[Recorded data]
Segment Open
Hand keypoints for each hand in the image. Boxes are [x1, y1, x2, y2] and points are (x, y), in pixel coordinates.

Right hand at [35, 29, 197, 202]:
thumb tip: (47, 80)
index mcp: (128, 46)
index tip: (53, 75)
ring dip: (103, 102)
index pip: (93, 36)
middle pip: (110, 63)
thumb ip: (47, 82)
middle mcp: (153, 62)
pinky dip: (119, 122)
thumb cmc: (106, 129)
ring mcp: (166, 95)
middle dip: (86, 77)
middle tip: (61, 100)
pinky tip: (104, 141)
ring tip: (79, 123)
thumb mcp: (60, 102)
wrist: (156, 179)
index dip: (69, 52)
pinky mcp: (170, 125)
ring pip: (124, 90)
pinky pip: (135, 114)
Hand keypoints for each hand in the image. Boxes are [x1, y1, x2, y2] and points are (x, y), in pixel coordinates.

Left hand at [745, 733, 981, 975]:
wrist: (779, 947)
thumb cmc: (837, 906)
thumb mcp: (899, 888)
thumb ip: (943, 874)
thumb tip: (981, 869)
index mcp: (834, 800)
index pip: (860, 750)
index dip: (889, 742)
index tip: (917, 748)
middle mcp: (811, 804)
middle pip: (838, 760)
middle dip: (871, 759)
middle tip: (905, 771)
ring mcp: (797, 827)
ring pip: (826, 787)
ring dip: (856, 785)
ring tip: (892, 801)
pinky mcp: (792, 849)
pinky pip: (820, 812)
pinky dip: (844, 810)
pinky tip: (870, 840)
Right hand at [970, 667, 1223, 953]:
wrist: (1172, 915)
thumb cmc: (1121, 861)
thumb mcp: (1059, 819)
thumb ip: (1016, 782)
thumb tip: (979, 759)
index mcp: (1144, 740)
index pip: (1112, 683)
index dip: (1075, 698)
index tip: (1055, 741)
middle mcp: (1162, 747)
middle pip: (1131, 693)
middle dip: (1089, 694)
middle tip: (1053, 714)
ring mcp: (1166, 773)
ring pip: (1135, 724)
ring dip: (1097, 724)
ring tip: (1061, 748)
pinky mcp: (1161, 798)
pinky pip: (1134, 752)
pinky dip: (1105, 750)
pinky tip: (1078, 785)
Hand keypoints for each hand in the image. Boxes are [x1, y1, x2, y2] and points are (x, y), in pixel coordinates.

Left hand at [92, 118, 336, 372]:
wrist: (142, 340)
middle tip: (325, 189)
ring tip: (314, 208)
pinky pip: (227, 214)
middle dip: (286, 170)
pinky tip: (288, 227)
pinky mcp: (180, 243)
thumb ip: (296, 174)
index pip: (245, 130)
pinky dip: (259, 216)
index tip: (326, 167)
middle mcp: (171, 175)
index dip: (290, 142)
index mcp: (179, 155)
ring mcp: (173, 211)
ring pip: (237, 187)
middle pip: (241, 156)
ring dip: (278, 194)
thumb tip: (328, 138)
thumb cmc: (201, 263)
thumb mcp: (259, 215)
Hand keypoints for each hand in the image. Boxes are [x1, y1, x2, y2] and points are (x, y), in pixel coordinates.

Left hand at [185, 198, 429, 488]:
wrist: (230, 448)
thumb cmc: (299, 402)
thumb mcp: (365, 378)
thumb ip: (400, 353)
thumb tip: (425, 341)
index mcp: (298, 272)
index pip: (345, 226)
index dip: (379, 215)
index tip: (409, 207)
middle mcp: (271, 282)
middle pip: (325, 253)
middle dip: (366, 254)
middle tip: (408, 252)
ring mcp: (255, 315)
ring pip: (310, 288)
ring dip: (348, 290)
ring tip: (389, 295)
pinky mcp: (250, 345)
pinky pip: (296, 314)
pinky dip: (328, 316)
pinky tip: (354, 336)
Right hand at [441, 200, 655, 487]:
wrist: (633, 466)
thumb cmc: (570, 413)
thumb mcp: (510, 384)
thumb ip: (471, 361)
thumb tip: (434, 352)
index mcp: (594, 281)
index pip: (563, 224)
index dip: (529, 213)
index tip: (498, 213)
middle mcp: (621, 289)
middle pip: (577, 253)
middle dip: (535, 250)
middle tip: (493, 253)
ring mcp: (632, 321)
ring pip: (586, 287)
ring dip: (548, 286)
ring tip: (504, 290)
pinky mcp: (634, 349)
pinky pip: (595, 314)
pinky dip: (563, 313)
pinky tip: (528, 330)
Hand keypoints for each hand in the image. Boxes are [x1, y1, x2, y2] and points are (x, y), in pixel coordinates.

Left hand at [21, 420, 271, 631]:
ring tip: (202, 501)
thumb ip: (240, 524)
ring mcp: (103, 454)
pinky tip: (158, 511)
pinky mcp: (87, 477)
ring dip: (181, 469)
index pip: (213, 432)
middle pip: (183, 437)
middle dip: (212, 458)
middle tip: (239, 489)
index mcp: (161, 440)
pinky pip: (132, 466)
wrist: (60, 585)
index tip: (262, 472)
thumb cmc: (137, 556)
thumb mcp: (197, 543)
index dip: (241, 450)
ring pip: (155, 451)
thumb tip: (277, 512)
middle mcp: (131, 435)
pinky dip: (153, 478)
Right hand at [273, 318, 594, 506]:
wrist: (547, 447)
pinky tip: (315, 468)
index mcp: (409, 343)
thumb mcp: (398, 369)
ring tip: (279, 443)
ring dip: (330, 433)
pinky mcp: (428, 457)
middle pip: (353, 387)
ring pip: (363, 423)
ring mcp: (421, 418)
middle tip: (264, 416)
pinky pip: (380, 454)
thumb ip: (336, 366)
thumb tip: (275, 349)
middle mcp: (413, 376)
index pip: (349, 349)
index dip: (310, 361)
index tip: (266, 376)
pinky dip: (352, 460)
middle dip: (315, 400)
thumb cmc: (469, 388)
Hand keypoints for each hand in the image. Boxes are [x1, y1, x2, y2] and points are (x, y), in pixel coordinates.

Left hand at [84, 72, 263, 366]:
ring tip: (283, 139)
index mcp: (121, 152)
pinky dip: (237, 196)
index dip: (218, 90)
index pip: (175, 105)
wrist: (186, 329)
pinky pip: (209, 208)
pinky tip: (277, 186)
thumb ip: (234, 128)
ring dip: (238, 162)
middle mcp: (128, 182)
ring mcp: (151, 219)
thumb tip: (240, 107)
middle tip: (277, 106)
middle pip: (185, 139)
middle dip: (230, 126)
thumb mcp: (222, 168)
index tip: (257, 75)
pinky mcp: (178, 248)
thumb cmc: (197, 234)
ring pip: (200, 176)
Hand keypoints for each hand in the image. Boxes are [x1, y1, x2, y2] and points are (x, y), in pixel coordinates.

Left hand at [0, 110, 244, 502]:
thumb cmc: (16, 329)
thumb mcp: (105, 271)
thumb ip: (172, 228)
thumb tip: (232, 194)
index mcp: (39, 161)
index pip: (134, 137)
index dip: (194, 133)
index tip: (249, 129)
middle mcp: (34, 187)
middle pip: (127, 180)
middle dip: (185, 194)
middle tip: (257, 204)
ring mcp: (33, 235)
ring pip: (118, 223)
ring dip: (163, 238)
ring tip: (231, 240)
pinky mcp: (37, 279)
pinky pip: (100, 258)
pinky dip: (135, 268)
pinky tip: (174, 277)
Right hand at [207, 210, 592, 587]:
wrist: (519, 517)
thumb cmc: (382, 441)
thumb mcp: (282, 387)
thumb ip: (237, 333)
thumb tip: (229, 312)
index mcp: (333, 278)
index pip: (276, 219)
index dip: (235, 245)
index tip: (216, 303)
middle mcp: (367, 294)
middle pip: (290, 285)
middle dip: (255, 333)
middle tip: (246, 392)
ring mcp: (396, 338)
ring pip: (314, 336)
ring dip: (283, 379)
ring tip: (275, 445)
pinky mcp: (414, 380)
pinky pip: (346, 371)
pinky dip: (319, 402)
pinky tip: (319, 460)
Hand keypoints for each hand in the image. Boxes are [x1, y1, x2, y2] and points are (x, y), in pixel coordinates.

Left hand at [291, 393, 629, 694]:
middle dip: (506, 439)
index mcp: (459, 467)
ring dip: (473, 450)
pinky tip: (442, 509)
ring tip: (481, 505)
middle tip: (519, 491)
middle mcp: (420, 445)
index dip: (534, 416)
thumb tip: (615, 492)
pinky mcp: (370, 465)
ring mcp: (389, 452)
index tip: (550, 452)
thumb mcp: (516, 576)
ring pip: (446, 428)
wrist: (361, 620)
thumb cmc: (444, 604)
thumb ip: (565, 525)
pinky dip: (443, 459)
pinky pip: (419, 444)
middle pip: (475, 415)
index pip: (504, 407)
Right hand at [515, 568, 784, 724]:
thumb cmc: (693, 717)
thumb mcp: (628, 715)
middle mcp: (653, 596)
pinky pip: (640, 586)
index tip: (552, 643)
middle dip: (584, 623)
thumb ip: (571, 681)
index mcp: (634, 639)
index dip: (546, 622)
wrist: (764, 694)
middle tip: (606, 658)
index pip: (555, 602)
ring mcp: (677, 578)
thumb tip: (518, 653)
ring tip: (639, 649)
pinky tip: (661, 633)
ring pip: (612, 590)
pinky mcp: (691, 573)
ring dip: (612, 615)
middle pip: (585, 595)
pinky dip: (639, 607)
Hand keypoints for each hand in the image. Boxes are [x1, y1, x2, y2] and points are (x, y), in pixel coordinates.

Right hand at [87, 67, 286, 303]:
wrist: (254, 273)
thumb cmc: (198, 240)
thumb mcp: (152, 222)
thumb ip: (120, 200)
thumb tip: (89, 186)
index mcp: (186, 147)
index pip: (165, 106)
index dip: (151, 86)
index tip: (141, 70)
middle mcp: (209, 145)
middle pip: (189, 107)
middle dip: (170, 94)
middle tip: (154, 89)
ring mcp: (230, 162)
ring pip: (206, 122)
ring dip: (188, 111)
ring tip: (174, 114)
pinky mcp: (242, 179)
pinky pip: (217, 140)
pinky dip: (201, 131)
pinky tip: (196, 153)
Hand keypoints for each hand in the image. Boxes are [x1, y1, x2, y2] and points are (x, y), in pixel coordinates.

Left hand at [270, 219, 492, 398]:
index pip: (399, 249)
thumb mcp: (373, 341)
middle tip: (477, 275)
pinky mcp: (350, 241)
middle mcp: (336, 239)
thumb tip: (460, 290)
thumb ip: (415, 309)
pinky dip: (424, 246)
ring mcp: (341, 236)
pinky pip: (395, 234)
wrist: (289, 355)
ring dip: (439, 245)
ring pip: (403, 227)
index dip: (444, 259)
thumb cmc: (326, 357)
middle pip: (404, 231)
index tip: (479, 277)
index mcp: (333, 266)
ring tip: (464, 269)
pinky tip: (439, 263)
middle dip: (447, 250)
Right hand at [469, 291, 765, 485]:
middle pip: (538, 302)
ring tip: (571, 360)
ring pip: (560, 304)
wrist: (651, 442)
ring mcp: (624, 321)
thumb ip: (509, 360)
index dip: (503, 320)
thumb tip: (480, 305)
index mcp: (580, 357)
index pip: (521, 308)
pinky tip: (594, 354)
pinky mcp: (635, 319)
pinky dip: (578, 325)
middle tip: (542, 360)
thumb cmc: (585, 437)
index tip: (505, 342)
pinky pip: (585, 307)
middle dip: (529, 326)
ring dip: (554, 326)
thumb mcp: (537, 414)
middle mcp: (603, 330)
Segment Closed
__Instructions to follow__
Every line from the first entry to the line containing "middle dip: (86, 77)" should be transcribed exactly, and nothing beyond it.

__Exercise answer__
Hand keypoints for each hand in the image. Boxes are [x1, y1, x2, y2] and points are (x, y), in pixel coordinates.

Right hand at [35, 29, 197, 202]:
thumb tip: (47, 80)
index mcp: (128, 46)
index tip: (53, 75)
ring dip: (103, 102)
index pip: (93, 36)
middle pip: (110, 63)
thumb ip: (47, 82)
middle mcp: (153, 62)
pinky dip: (119, 122)
thumb cmc: (106, 129)
ring mcp: (166, 95)
middle dip: (86, 77)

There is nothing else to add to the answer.